Now that she is a Bat Mitzvah, 13-yearold Naomi Silver sees it as her duty to give tzedaka. “As a woman, I’m obligated to do the mitzvah now,” says Naomi, who celebrated her Bat Mitzvah in May 2016 at Chevra Mishnayes Synagogue. 

Naomi’s parents, Yael and Michael, opened a Bat Mitzvah Endowment Fund at the Jewish Foundation of Manitoba for Naomi with a gift of $100. Then Naomi agreed to deposit 10 percent of her Bat Mitzvah gifts into the fund. 

When she learned that her participation could help animals, she didn’t hesitate. 

“I really like animals and it’s sad that many are neglected and abused,” says the Gray Academy student. “This is a way I can help.” 

Every year, Naomi’s fund will generate income that she can distribute to the charitable organization of her choice. For her first distribution, she will direct her money to the Winnipeg Humane Society. For next year and beyond, she plans to research other charities in the city that help pets who have been abandoned. 

“She’s very excited about this,” says her dad, Michael Silver. “She plans to visit shelters next year and make an informed choice about which organization to support.” 

Silver says that the appeal of the JFM’s Bar/Bat Mitzvah program is that it’s a longterm engagement. 

“Naomi was going to contribute some of her gift money, anyway,” says Silver. “She could have just donated some of her money to an animal shelter, but then it would have just been a one-time act. As a fundholder, she will have to make philanthropic decisions year after year. The program is great because it engages our kids in tzedaka for the long term.” 

There are now 365 Bar and Bat Mitzvah Endowment Funds, dating back to 1979. In 2015, fundholders distributed over $18,000 to 48 different charitable organizations, and nearly $8,500 to the JFM’s Jewish Community Campership Fund. 

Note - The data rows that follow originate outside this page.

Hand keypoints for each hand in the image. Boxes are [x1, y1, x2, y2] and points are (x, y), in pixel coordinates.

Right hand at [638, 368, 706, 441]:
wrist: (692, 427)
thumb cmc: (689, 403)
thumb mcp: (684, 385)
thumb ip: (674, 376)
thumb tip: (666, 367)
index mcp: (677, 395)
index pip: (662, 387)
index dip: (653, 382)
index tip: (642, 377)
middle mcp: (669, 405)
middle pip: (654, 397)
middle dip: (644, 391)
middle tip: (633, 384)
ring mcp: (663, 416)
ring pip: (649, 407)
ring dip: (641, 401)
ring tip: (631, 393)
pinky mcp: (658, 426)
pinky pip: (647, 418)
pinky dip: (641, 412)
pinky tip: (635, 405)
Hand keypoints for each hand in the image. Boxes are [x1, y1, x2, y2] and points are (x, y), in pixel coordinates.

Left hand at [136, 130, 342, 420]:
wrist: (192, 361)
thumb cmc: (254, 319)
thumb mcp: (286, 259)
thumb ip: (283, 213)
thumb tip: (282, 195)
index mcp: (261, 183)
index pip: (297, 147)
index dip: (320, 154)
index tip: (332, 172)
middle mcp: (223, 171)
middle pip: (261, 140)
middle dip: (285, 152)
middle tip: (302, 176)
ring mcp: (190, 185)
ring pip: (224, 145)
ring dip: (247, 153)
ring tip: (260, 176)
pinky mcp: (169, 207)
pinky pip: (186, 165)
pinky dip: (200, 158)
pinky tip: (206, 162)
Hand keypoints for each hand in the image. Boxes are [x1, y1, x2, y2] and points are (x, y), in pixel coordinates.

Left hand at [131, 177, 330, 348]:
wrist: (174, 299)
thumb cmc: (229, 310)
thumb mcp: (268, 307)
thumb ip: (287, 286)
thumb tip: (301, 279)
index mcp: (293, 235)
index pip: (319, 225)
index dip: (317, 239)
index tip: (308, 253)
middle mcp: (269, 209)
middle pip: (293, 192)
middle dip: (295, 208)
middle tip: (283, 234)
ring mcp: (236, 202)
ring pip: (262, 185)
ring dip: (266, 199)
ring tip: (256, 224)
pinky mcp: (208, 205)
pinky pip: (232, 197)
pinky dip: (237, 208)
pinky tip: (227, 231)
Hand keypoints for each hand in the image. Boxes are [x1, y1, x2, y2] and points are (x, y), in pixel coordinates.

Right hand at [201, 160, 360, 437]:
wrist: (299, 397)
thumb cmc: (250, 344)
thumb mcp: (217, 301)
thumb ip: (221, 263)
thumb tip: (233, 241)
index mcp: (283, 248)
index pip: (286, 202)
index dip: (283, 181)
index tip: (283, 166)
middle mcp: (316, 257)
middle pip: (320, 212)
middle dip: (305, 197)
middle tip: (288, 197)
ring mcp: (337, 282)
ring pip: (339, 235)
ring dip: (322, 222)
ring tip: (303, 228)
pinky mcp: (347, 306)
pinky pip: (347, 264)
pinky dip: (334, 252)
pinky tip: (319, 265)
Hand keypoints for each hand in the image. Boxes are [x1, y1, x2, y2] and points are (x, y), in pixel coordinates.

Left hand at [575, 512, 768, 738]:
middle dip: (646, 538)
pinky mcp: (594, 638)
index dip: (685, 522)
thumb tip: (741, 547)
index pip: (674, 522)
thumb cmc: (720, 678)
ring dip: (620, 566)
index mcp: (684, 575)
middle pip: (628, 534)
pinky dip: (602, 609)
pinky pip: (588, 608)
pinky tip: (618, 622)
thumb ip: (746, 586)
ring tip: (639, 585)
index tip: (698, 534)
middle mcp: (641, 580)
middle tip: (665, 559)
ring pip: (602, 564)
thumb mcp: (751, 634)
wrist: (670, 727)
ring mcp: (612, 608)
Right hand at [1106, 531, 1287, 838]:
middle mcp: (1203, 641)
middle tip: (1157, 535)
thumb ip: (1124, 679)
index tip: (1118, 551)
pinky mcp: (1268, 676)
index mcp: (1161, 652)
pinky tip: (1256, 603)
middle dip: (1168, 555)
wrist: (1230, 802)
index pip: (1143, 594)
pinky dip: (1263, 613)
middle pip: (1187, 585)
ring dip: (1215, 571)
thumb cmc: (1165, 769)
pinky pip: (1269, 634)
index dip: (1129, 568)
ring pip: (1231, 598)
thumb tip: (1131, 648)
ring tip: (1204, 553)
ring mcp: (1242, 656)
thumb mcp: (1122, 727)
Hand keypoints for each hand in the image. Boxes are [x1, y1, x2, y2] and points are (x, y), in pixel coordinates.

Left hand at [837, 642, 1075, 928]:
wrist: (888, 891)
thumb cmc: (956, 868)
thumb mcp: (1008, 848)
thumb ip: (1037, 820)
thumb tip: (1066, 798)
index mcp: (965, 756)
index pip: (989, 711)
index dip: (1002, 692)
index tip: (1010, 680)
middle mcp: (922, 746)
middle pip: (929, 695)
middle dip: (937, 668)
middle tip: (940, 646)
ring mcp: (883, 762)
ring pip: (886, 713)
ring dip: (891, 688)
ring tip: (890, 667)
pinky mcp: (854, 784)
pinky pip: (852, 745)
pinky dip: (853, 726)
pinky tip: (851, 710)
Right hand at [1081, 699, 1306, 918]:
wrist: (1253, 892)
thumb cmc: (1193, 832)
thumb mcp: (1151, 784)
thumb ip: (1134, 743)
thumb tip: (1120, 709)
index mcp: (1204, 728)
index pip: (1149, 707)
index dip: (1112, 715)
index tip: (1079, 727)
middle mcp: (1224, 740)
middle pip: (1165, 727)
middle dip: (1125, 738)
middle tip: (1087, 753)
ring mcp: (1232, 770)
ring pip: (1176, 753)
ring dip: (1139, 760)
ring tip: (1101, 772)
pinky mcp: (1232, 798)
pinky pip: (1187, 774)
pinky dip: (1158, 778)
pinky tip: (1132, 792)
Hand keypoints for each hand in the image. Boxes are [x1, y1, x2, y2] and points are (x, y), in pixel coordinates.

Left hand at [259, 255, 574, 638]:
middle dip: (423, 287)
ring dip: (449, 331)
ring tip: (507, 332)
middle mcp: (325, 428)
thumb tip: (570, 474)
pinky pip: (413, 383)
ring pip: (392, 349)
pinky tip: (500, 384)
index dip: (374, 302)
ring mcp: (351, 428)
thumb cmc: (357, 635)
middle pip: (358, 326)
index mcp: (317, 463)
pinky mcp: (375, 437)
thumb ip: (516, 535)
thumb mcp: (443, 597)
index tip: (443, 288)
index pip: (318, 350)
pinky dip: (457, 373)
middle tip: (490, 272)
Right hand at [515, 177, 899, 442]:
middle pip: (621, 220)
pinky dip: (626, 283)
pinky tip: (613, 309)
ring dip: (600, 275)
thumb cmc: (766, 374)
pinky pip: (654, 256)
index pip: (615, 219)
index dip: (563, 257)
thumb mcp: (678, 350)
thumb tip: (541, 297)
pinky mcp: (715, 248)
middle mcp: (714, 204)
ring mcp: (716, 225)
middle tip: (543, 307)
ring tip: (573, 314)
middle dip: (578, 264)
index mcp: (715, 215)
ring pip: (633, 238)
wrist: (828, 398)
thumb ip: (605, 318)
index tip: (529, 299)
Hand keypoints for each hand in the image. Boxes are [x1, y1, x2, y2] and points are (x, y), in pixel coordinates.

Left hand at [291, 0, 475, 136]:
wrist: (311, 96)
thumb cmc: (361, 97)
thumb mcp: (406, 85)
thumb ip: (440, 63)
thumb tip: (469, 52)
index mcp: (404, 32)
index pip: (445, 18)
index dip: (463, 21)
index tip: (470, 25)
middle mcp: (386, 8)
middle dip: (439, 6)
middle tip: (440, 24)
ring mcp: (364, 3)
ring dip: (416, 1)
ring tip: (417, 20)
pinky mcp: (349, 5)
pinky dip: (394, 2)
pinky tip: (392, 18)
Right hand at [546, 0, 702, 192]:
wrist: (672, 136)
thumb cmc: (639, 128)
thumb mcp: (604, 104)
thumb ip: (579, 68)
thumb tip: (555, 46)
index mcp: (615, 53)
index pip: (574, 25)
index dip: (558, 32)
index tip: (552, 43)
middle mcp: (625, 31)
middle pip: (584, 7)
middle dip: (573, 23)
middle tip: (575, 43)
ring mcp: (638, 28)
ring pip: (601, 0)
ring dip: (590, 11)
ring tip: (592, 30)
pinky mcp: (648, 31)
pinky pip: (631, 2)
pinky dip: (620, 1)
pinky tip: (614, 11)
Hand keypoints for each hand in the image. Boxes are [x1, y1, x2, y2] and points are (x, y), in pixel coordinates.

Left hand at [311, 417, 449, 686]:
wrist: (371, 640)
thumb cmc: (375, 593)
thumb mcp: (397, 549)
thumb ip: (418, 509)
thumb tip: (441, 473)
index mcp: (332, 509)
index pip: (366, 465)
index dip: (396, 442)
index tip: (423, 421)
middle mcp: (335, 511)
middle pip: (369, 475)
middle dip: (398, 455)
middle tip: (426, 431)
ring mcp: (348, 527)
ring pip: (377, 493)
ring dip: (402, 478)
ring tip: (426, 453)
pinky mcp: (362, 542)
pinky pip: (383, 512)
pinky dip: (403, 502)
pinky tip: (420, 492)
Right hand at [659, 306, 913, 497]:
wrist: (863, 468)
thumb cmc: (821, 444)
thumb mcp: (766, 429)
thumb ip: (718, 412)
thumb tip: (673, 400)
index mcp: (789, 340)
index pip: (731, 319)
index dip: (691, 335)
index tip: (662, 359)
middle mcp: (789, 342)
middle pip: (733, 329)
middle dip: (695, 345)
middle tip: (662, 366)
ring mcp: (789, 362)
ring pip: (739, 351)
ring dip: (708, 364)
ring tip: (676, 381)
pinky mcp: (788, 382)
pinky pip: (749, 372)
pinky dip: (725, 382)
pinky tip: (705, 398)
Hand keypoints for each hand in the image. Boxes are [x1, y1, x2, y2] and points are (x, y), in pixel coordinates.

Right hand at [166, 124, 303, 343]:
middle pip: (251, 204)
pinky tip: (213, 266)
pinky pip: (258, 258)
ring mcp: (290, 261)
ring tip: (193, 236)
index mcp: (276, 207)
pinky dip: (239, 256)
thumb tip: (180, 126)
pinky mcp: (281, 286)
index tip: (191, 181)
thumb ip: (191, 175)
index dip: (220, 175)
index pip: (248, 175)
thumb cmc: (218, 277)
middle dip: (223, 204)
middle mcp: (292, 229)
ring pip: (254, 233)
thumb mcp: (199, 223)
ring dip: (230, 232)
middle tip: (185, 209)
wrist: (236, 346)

A special and important feature of the program is role of the Nora & David (Z”L) Kaufman Bar/Bat Mitzvah Fund. If a child’s fund reaches a balance of $750 within two years of their Bar/Bat Mitzvah, the Kaufman Fund will add $250 to bring the balance to $1,000. It is when a Bar or Bat Mitzvah Fund reaches $1,000 that a fundholder can make decisions about the recommended distribution. 

“This is a remarkable program,” adds Silver. “It gets our community’s kids off to a good start when it comes to philanthropy. Naomi will learn about how much impact she can have, and how she can make a difference in the community.”